The Covid-PTSD Cases Blast Is A Mental Health Crisis Emerging | Rhiannon Lucy Cosslett

W.When the Covid-19 pandemic began, the people who worked in trauma knew that the psychological toll would be enormous. In the spring of 2020, I began interviewing professionals on the mental health impact of the pandemic, particularly its impact on frontline medical staff. During the first wave, two in five ICUs in England reported symptoms of post-traumatic stress disorder.

This work lasted almost a year, during which time a second wave hit and the initial trauma worsened. But not only front-line workers suffered from trauma symptoms: Covid has been perhaps the greatest threat to mental health in England since World War II. Now, at the end of 2021, the pandemic is still not over. The NHS predicts there will be 230,000 new cases of PTSD nationwide due to Covid-19.

Not only the social and medical staff are affected. Those who have lost loved ones and those who have been very sick or hospitalized (35% of Covid-19 patients who have been put on a ventilator continue to have extensive symptoms of PTSD). Then there are those living with the consequences of domestic and sexual abuse, which the lockdown may have made worse, and children and teenagers whose lives have been transformed immeasurably by our transition to the state of emergency. I can imagine that some women whose birth experiences were shaped by the pandemic will also have symptoms.
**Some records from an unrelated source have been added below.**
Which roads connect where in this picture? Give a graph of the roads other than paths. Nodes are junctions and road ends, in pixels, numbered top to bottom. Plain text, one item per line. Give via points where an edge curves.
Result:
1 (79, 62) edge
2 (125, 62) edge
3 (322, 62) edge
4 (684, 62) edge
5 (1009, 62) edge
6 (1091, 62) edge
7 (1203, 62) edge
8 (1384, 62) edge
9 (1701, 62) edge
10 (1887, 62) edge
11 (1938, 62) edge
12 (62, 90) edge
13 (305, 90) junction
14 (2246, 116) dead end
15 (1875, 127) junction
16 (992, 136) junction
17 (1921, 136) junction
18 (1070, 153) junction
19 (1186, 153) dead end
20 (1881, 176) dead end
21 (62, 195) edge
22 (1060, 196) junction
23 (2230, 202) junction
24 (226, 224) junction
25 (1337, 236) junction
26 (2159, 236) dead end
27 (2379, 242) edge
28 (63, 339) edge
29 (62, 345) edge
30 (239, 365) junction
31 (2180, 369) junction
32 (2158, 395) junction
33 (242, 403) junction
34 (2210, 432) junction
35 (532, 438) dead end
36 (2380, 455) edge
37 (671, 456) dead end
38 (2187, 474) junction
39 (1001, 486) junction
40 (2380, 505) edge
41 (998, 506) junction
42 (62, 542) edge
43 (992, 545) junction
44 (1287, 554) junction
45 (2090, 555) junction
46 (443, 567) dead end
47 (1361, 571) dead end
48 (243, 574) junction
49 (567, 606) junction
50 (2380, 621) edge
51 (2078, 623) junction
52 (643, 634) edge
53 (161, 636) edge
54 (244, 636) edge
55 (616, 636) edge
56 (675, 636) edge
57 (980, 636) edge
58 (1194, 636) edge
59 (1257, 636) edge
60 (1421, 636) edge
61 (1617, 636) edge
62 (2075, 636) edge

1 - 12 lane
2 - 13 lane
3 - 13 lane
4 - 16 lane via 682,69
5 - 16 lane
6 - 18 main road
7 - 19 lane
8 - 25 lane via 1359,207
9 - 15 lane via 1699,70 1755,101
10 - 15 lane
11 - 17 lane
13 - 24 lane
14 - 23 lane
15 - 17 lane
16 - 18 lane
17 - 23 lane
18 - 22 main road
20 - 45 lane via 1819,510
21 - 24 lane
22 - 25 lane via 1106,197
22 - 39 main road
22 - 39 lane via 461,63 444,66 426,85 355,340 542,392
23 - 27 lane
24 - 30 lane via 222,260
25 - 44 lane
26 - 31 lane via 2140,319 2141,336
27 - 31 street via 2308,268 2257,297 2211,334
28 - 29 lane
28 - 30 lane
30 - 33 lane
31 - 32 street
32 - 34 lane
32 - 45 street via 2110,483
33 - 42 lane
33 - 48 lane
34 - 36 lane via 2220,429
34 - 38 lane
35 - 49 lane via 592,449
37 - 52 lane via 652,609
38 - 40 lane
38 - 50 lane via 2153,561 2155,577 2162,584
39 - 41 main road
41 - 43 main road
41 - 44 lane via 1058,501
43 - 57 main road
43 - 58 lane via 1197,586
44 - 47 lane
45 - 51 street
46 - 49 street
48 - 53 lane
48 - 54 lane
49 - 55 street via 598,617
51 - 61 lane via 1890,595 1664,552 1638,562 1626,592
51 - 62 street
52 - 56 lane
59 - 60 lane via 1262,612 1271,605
Unfortunately, the current system is still not fully equipped to deal with this explosion of trauma. The Royal College of Psychiatrists says the NHS is already facing the worst backlog in its history with those waiting for psychological help. 1.6 million people were waiting for treatment in September, and the college says more money is urgently needed than the government has promised, including for additional psychiatric apprenticeships. Record numbers of children and adolescents – almost double the pre-pandemic months leading up to September – seek access to mental health services, while a report by Buttle UK warns that a generation of children, especially those on low incomes, face years of trauma and psychological problems as a result of Covid-19.

While PTSD is still heavily associated with veterans in the public mind, there appears to be a broader understanding of the condition and its symptoms than there was before the pandemic. It’s not a mental illness that made a lot of headlines in pre-pandemic times, and media coverage has undoubtedly made people aware of its existence. Bessel van der Kolk’s “Trauma Bible” The Body Keeps the Score is a regular hit in the bestseller charts, and new books and memoirs are commissioned by publishers. Trauma memes and tweets are becoming more common among younger people, and there seems to be less stigma about what PTSD actually entails, as terms such as “trigger” and “depersonalization” or “derealization” become more common.

Unfortunately, some of these words, especially triggers, have also been co-opted as part of a culture war depicting those who find “triggering” oversensitive. The ignorant response to Labor MP Nadia Whittome taking time off earlier this year due to post-traumatic stress, including comments that she could not have PTSD because she was not in a war, shows how much work still needs to be done did.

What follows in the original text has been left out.